Magdalena, played by Emily Rios, is a happy teenager growing up in Echo Park, the heart of Los Angeles. Magdalena’s 15th birthday is quickly approaching and she is excited about her upcoming quinceañera. Her mind is focused on her friends, on the Hummer limousine she wants for her party and on Herman, the first boy she really likes.
Everything in her teenage world is just fine.
Until Magdalena learns she is pregnant.
In an instant, everything in her world is turned upside down.
Following a bitter fight with her father, a Catholic priest, Magdalena immediately packs her belongings and leaves home. Magdalena ultimately loses Herman after his family sends him away to college and her world slowly crumbles.
Magdalena moves in with her elderly Uncle Tómas (Chalo González) and her cousin Carlos (Jesse Garcia), who has his own set of unique problems.

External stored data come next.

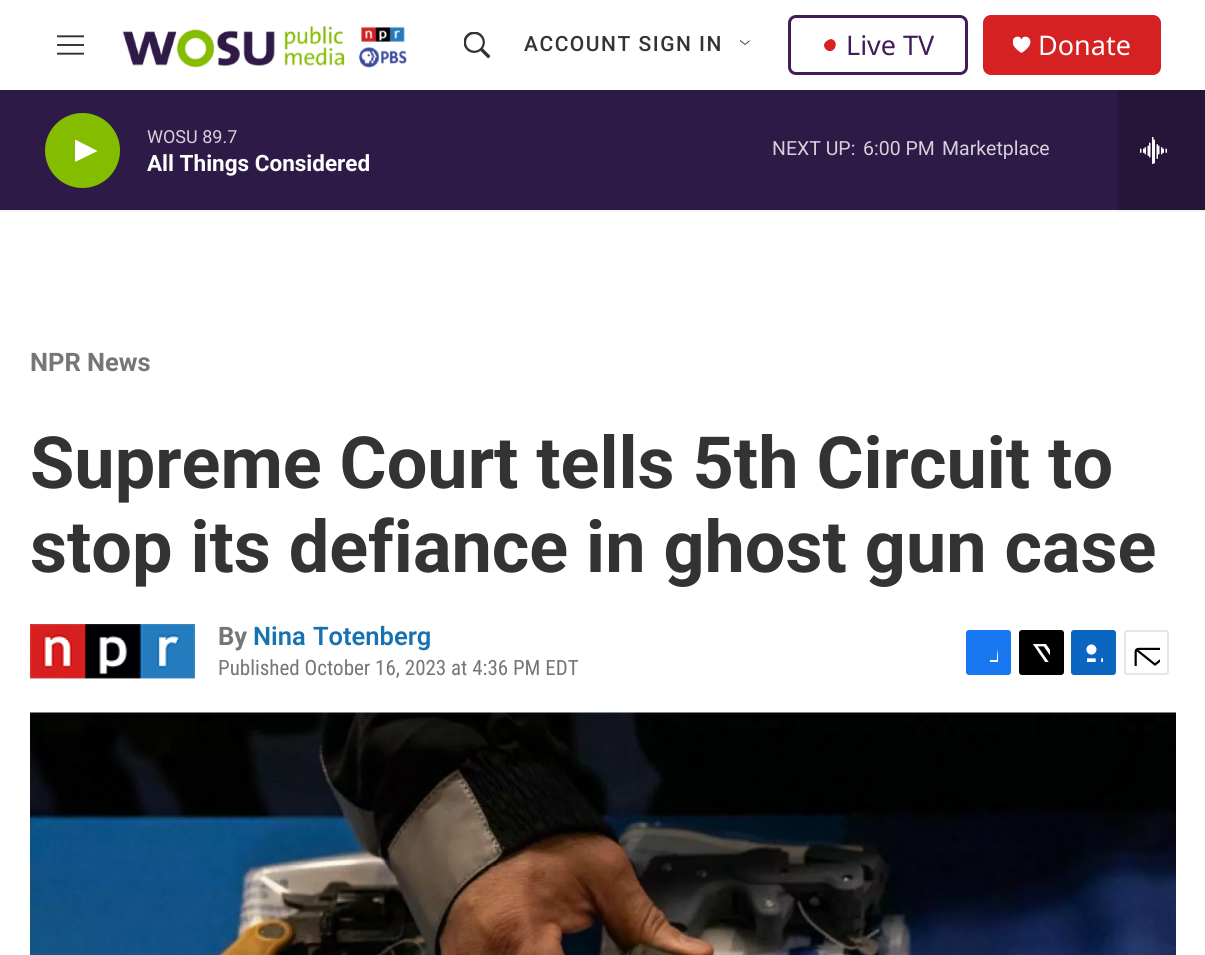 import math
import cairo

surface = cairo.ImageSurface(cairo.FORMAT_RGB24, 1205, 955)
ctx = cairo.Context(surface)
options = cairo.FontOptions()
options.set_hint_metrics(cairo.HINT_METRICS_OFF)
options.set_hint_style(cairo.HINT_STYLE_NONE)
ctx.set_font_options(options)
ctx.set_miter_limit(4)


def set_color(code):
    ctx.set_source_rgb(*(v / 255 for v in bytes.fromhex(code[-6:])))


def draw_text(x, y, s, family, size, color, bold=False, italic=False):
    ctx.select_font_face(family, cairo.FONT_SLANT_ITALIC if italic else cairo.FONT_SLANT_NORMAL, cairo.FONT_WEIGHT_BOLD if bold else cairo.FONT_WEIGHT_NORMAL)
    ctx.set_font_size(size)
    set_color(color)
    ctx.move_to(x, y)
    ctx.show_text(s)


def draw_spaced(x, y, s, letter, word):
    ctx.move_to(x, y)
    for ch in s:
        ctx.show_text(ch)
        ctx.rel_move_to(letter + word * (ch == ' '), 0)


def fill_rect(x, y, w, h, color):
    set_color(color)
    ctx.rectangle(x, y, w, h)
    ctx.fill()


def rounded_rect(x, y, w, h, r):
    ctx.new_sub_path()
    for i, (u, v) in enumerate([(x + w - r, y + h - r), (x + r, y + h - r), (x + r, y + r), (x + w - r, y + r)]):
        ctx.arc(u, v, r, i * math.pi / 2, (i + 1) * math.pi / 2)
    ctx.close_path()


def draw_image(path, x, y, w, h):
    ctx.save()
    ctx.set_source_surface(cairo.ImageSurface.create_from_png(path), x, y)
    ctx.rectangle(x, y, w, h)
    ctx.fill()
    ctx.restore()


set_color("#ffffff")
ctx.paint()
fill_rect(0, 210, 1205, 2, "#f5f5f5")
draw_image("assets/img1.png", 57, 35, 27, 20)
draw_image("assets/img2.png", 122, 26, 285, 42)
draw_image("assets/img3.png", 464, 32, 27, 27)
ctx.select_font_face("Roboto Medium")
ctx.set_font_size(21)
set_color("#333333")
draw_spaced(524, 51, "ACCOUNT SIGN IN", 1.5, 0)
draw_image("assets/img4.png", 740, 40, 10, 5)
rounded_rect(789.5, 16.5, 177, 57, 6.5)
set_color("#411c58")
ctx.set_line_width(3)
ctx.stroke()
set_color("#d62021")
ctx.new_path()
ctx.move_to(831, 39)
ctx.curve_to(839.5, 40.5, 835.5, 54, 827.5, 50.5)
ctx.curve_to(826, 50, 824.5, 48, 824, 46)
ctx.curve_to(823.5, 42.5, 828, 39.5, 831, 39)
ctx.close_path()
ctx.fill()
draw_text(846, 55, "Live TV", "Noto Sans", 27, "#411c58")
set_color("#d52122")
rounded_rect(983, 15, 178, 60, 8)
ctx.fill()
ctx.save()
ctx.rectangle(1013, 36, 18, 18)
ctx.clip()
set_color("#ffffff")
ctx.new_path()
ctx.move_to(1021.5, 39.5)
ctx.curve_to(1018.5, 31.5, 1003, 41.5, 1021.5, 53)
ctx.curve_to(1040, 41.5, 1024.5, 31.5, 1021.5, 39.5)
ctx.close_path()
ctx.fill()
ctx.restore()
draw_text(1038, 55, "Donate", "Noto Sans", 27, "#ffffff")
fill_rect(0, 90, 1118, 120, "#2e1a47")
set_color("#84bd00")
ctx.new_path()
ctx.arc(82.5, 150.5, 37.5, 0, 2 * math.pi)
ctx.fill()
set_color("#ffffff")
ctx.new_path()
ctx.move_to(75, 139.5)
ctx.line_to(97.5, 151)
ctx.line_to(75, 162)
ctx.close_path()
ctx.fill()
draw_text(147, 143, "WOSU 89.7", "Roboto", 18, "#d5d1da")
draw_text(147, 171, "All Things Considered", "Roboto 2", 22.5, "#ffffff", bold=True)
draw_text(772, 155, "NEXT UP:", "Roboto", 19.5, "#d5d1da")
draw_text(863, 155, "6:00 PM", "Roboto", 19.5, "#d5d1da")
draw_text(942, 155, "Marketplace", "Roboto", 19.5, "#d5d1da")
fill_rect(1118, 90, 87, 120, "#251539")
draw_image("assets/img5.png", 1140, 137, 27, 27)
draw_text(30, 371, "NPR News", "Roboto", 25.5, "#767676", bold=True)
draw_text(30, 488, "Supreme Court tells 5th Circuit to", "Roboto", 72, "#333333", bold=True)
draw_text(30, 572, "stop its defiance in ghost gun case", "Roboto", 72, "#333333", bold=True)
draw_image("assets/img6.png", 30, 624, 165, 56)
draw_text(218, 645, "By", "Roboto", 25.5, "#767676", bold=True)
ctx.select_font_face("Roboto SemiBold")
set_color("#1772b0")
draw_spaced(253, 645, "Nina Totenberg", 0, 1)
draw_text(218, 675, "Published October 16, 2023 at 4:36 PM EDT", "Roboto Condensed", 21, "#767676")
set_color("#1778f2")
rounded_rect(966, 630, 45, 45, 3)
ctx.fill()
ctx.save()
ctx.rectangle(980, 644, 18, 18)
ctx.clip()
set_color("#ffffff")
ctx.new_path()
ctx.move_to(1004, 675)
ctx.line_to(997, 675)
ctx.line_to(997, 668)
ctx.line_to(990, 668)
ctx.line_to(990, 660)
ctx.line_to(997, 660)
ctx.curve_to(997, 648.5, 998, 642.5, 1011, 644)
ctx.line_to(1011, 651)
ctx.curve_to(1003, 651, 1004, 653.5, 1004, 660)
ctx.line_to(1011, 660)
ctx.line_to(1010, 668)
ctx.line_to(1004, 668)
ctx.close_path()
ctx.fill()
ctx.restore()
set_color("#000000")
rounded_rect(1019, 630, 45, 45, 3)
ctx.fill()
draw_image("assets/img7.png", 1033, 644, 17, 18)
set_color("#0a66c1")
rounded_rect(1071, 630, 45, 45, 3)
ctx.fill()
draw_image("assets/img8.png", 1086, 644, 17, 18)
rounded_rect(1125, 631, 43, 43, 2)
set_color("#e6e6e6")
ctx.set_line_width(2)
ctx.stroke()
draw_image("assets/img9.png", 1134, 647, 26, 19)
draw_image("assets/img10.png", 30, 712, 1146, 243)
surface.write_to_png("output.png")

Carlos is a troubled young man whose anger often takes him down the wrong path. He moves in with sympathetic and understanding Tío Tómas after being kicked out of his family’s house.

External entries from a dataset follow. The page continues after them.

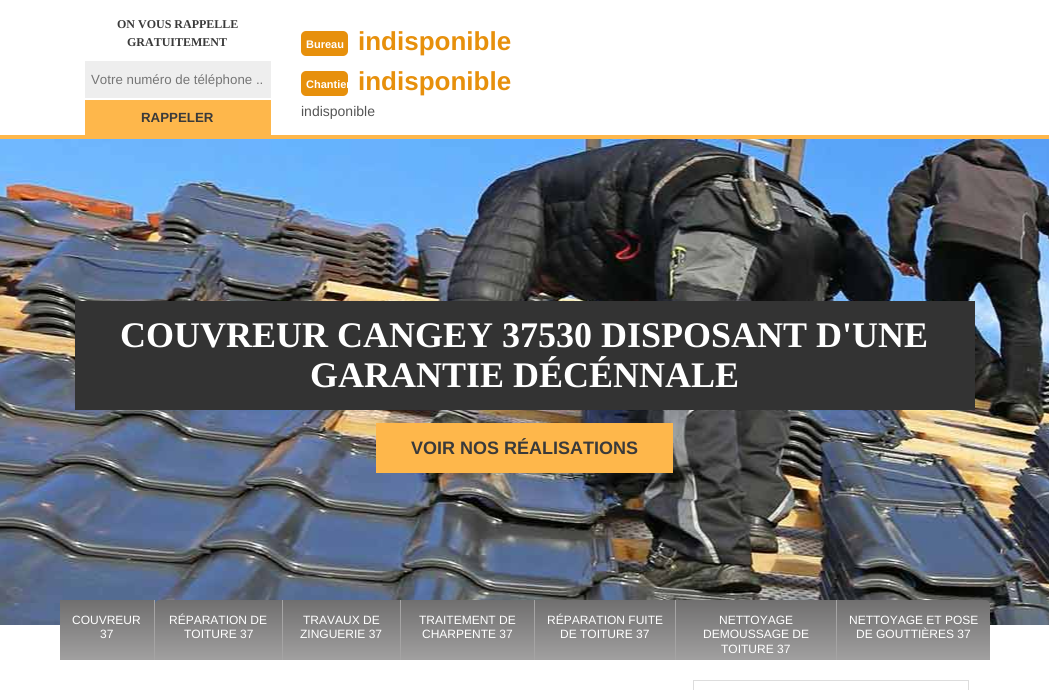 import math
import cairo

surface = cairo.ImageSurface(cairo.FORMAT_RGB24, 1049, 690)
cr = cairo.Context(surface)
options = cairo.FontOptions()
options.set_hint_metrics(cairo.HINT_METRICS_OFF)
options.set_hint_style(cairo.HINT_STYLE_NONE)
cr.set_font_options(options)
cr.set_miter_limit(4)


def rgb(code):
    cr.set_source_rgb(*(v / 255 for v in bytes.fromhex(code[-6:])))


def rrect(x, y, w, h, r):
    cr.new_sub_path()
    for i, (u, v) in enumerate([(x + w - r, y + h - r), (x + r, y + h - r), (x + r, y + r), (x + w - r, y + r)]):
        cr.arc(u, v, r, i * math.pi / 2, (i + 1) * math.pi / 2)
    cr.close_path()


def image(path, x, y, w, h):
    cr.save()
    cr.set_source_surface(cairo.ImageSurface.create_from_png(path), x, y)
    cr.rectangle(x, y, w, h)
    cr.fill()
    cr.restore()


rgb("#ffffff")
cr.paint()
rgb("#eeeeee")
cr.rectangle(85, 61, 186, 37)
cr.fill()
rgb("#feb74b")
cr.rectangle(85, 100, 186, 35)
cr.fill()
rgb("#e7900c")
rrect(301, 31, 47, 25, 5)
cr.fill()
rrect(301, 71, 47, 25, 5)
cr.fill()
rgb("#feb74b")
cr.rectangle(0, 135, 1049, 4)
cr.fill()
image("img/1.png", 0, 139, 1049, 486)
rgb("#333333")
cr.rectangle(75, 301, 900, 109)
cr.fill()
rgb("#feb74b")
cr.rectangle(376, 423, 297, 50)
cr.fill()
gradient = cairo.LinearGradient(107, 600, 107, 665)
gradient.add_color_stop_rgba(0, 0.439, 0.435, 0.435, 1)
gradient.add_color_stop_rgba(1, 0.647, 0.643, 0.643, 1)
cr.set_source(gradient)
cr.rectangle(60, 600, 94, 60)
cr.fill()
rgb("#a5a4a4")
cr.rectangle(154, 600, 1, 65)
cr.fill()
gradient = cairo.LinearGradient(219, 600, 219, 665)
gradient.add_color_stop_rgba(0, 0.439, 0.435, 0.435, 1)
gradient.add_color_stop_rgba(1, 0.647, 0.643, 0.643, 1)
cr.set_source(gradient)
cr.new_path()
cr.move_to(160, 600)
cr.line_to(283, 600)
cr.line_to(283, 665)
cr.line_to(160, 665)
cr.curve_to(157, 665, 155, 663, 155, 660)
cr.line_to(155, 605)
cr.curve_to(155, 602, 157, 600, 160, 600)
cr.close_path()
cr.fill()
rgb("#a5a4a4")
cr.rectangle(282, 600, 1, 65)
cr.fill()
gradient = cairo.LinearGradient(342, 600, 342, 665)
gradient.add_color_stop_rgba(0, 0.439, 0.435, 0.435, 1)
gradient.add_color_stop_rgba(1, 0.647, 0.643, 0.643, 1)
cr.set_source(gradient)
cr.rectangle(283, 600, 117, 60)
cr.fill()
rgb("#a5a4a4")
cr.rectangle(400, 600, 1, 65)
cr.fill()
gradient = cairo.LinearGradient(468, 600, 468, 665)
gradient.add_color_stop_rgba(0, 0.439, 0.435, 0.435, 1)
gradient.add_color_stop_rgba(1, 0.647, 0.643, 0.643, 1)
cr.set_source(gradient)
cr.rectangle(401, 600, 133, 60)
cr.fill()
rgb("#a5a4a4")
cr.rectangle(534, 600, 1, 65)
cr.fill()
gradient = cairo.LinearGradient(605, 600, 605, 665)
gradient.add_color_stop_rgba(0, 0.439, 0.435, 0.435, 1)
gradient.add_color_stop_rgba(1, 0.647, 0.643, 0.643, 1)
cr.set_source(gradient)
cr.rectangle(535, 600, 140, 60)
cr.fill()
rgb("#a5a4a4")
cr.rectangle(675, 600, 1, 65)
cr.fill()
gradient = cairo.LinearGradient(756, 600, 756, 665)
gradient.add_color_stop_rgba(0, 0.439, 0.435, 0.435, 1)
gradient.add_color_stop_rgba(1, 0.647, 0.643, 0.643, 1)
cr.set_source(gradient)
cr.rectangle(676, 600, 160, 60)
cr.fill()
rgb("#a5a4a4")
cr.rectangle(836, 600, 1, 65)
cr.fill()
gradient = cairo.LinearGradient(914, 600, 914, 665)
gradient.add_color_stop_rgba(0, 0.439, 0.435, 0.435, 1)
gradient.add_color_stop_rgba(1, 0.647, 0.643, 0.643, 1)
cr.set_source(gradient)
cr.new_path()
cr.move_to(837, 600)
cr.line_to(985, 600)
cr.curve_to(988, 600, 990, 602, 990, 605)
cr.line_to(990, 660)
cr.curve_to(990, 663, 988, 665, 985, 665)
cr.line_to(837, 665)
cr.close_path()
cr.fill()
for x, y, w, h, color in [
    (154, 660, 836, 5, "#ffffff"),
    (693, 680, 276, 1, "#dddddd"),
    (968, 680, 1, 10, "#dddddd"),
    (693, 680, 1, 10, "#dddddd"),
]:
    rgb(color)
    cr.rectangle(x, y, w, h)
    cr.fill()
cr.select_font_face("Liberation Serif", cairo.FONT_SLANT_NORMAL, cairo.FONT_WEIGHT_BOLD)
cr.set_font_size(12)
rgb("#3a3a3a")
cr.move_to(117, 28)
cr.show_text("ON VOUS RAPPELLE")
cr.move_to(127, 46)
cr.show_text("GRATUITEMENT")
cr.select_font_face("Liberation Sans")
cr.set_font_size(13.3)
rgb("#757575")
cr.move_to(91, 84)
cr.show_text("Votre numéro de téléphone ..")
cr.select_font_face("Liberation Sans", cairo.FONT_SLANT_NORMAL, cairo.FONT_WEIGHT_BOLD)
rgb("#3a3a3a")
cr.move_to(141, 122)
cr.show_text("RAPPELER")
cr.set_font_size(11)
rgb("#ffffff")
cr.move_to(306, 48)
cr.show_text("Bureau")
cr.set_font_size(26)
rgb("#e7900c")
cr.move_to(358, 50)
cr.show_text("indisponible")
cr.set_font_size(11)
rgb("#ffffff")
cr.move_to(306, 88)
cr.show_text("Chantier")
cr.set_font_size(26)
rgb("#e7900c")
cr.move_to(358, 90)
cr.show_text("indisponible")
cr.select_font_face("Liberation Sans")
cr.set_font_size(14)
rgb("#555555")
cr.move_to(301, 116)
cr.show_text("indisponible")
cr.select_font_face("Liberation Serif", cairo.FONT_SLANT_NORMAL, cairo.FONT_WEIGHT_BOLD)
cr.set_font_size(36)
rgb("#ffffff")
cr.move_to(120, 347)
cr.show_text("COUVREUR CANGEY 37530 DISPOSANT D'UNE")
cr.move_to(310, 387)
cr.show_text("GARANTIE DÉCÉNNALE")
cr.select_font_face("Liberation Sans", cairo.FONT_SLANT_NORMAL, cairo.FONT_WEIGHT_BOLD)
cr.set_font_size(18)
rgb("#3a3a3a")
cr.move_to(411, 454)
cr.show_text("VOIR NOS RÉALISATIONS")
cr.select_font_face("Liberation Sans")
cr.set_font_size(12)
rgb("#ffffff")
for x, y, s in [
    (72, 624, "COUVREUR"),
    (100, 638, "37"),
    (169, 624, "RÉPARATION DE"),
    (184, 638, "TOITURE 37"),
    (303, 624, "TRAVAUX DE"),
    (300, 638, "ZINGUERIE 37"),
    (419, 624, "TRAITEMENT DE"),
    (422, 638, "CHARPENTE 37"),
    (547, 624, "RÉPARATION FUITE"),
    (560, 638, "DE TOITURE 37"),
    (719, 624, "NETTOYAGE"),
    (703, 638, "DEMOUSSAGE DE"),
    (721, 653, "TOITURE 37"),
    (849, 624, "NETTOYAGE ET POSE"),
    (856, 638, "DE GOUTTIÈRES 37"),
]:
    cr.move_to(x, y)
    cr.show_text(s)
surface.write_to_png("page.png")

Carlos experiments with a gay lifestyle. At first, he and Magdalena clash, but in time they learn the value of family and become close.
Carlos meets Gary and James, the gay couple who live in the front house and also own the property that Tómas, Carlos and Magdalena live in. Carlos initially becomes involved with his landlords in a sexual relationship. Eventually it turns sour as only Gary and Carlos continue to see each other behind James’ back.
As James discovers the deception, he retaliates by sending an eviction notice to Tómas, giving him 30 days notice to move out of the rear house.
Carlos and Magdalena develop a bond as they try to find another place to live. In the process, Tómas dies and everything is once again left displaced.
During the funeral for Tómas, Carlos delivers a memorable line that correlates with the film’s themes. Carlos stands up and tells those attending the funeral of his Tío Tómas, “he loved everyone and he judged no one.”
As the film wraps up, Carlos takes Magdalena to a specialist, where they discover that Magdalena is pregnant from a condition called “non-penetrive conception,” which explains her miraculous pregnancy.
Magdalena reunites with her father, Carlos begins to find the acceptance that he desires from his family and eventually, he escorts Magdalena to her quinceañera.
Overall, this film is an exercise in the values of acceptance, tolerance and understanding. It contains words to live by in a day and age when society is at a crossroads of sexual lifestyles, boundaries and limitations.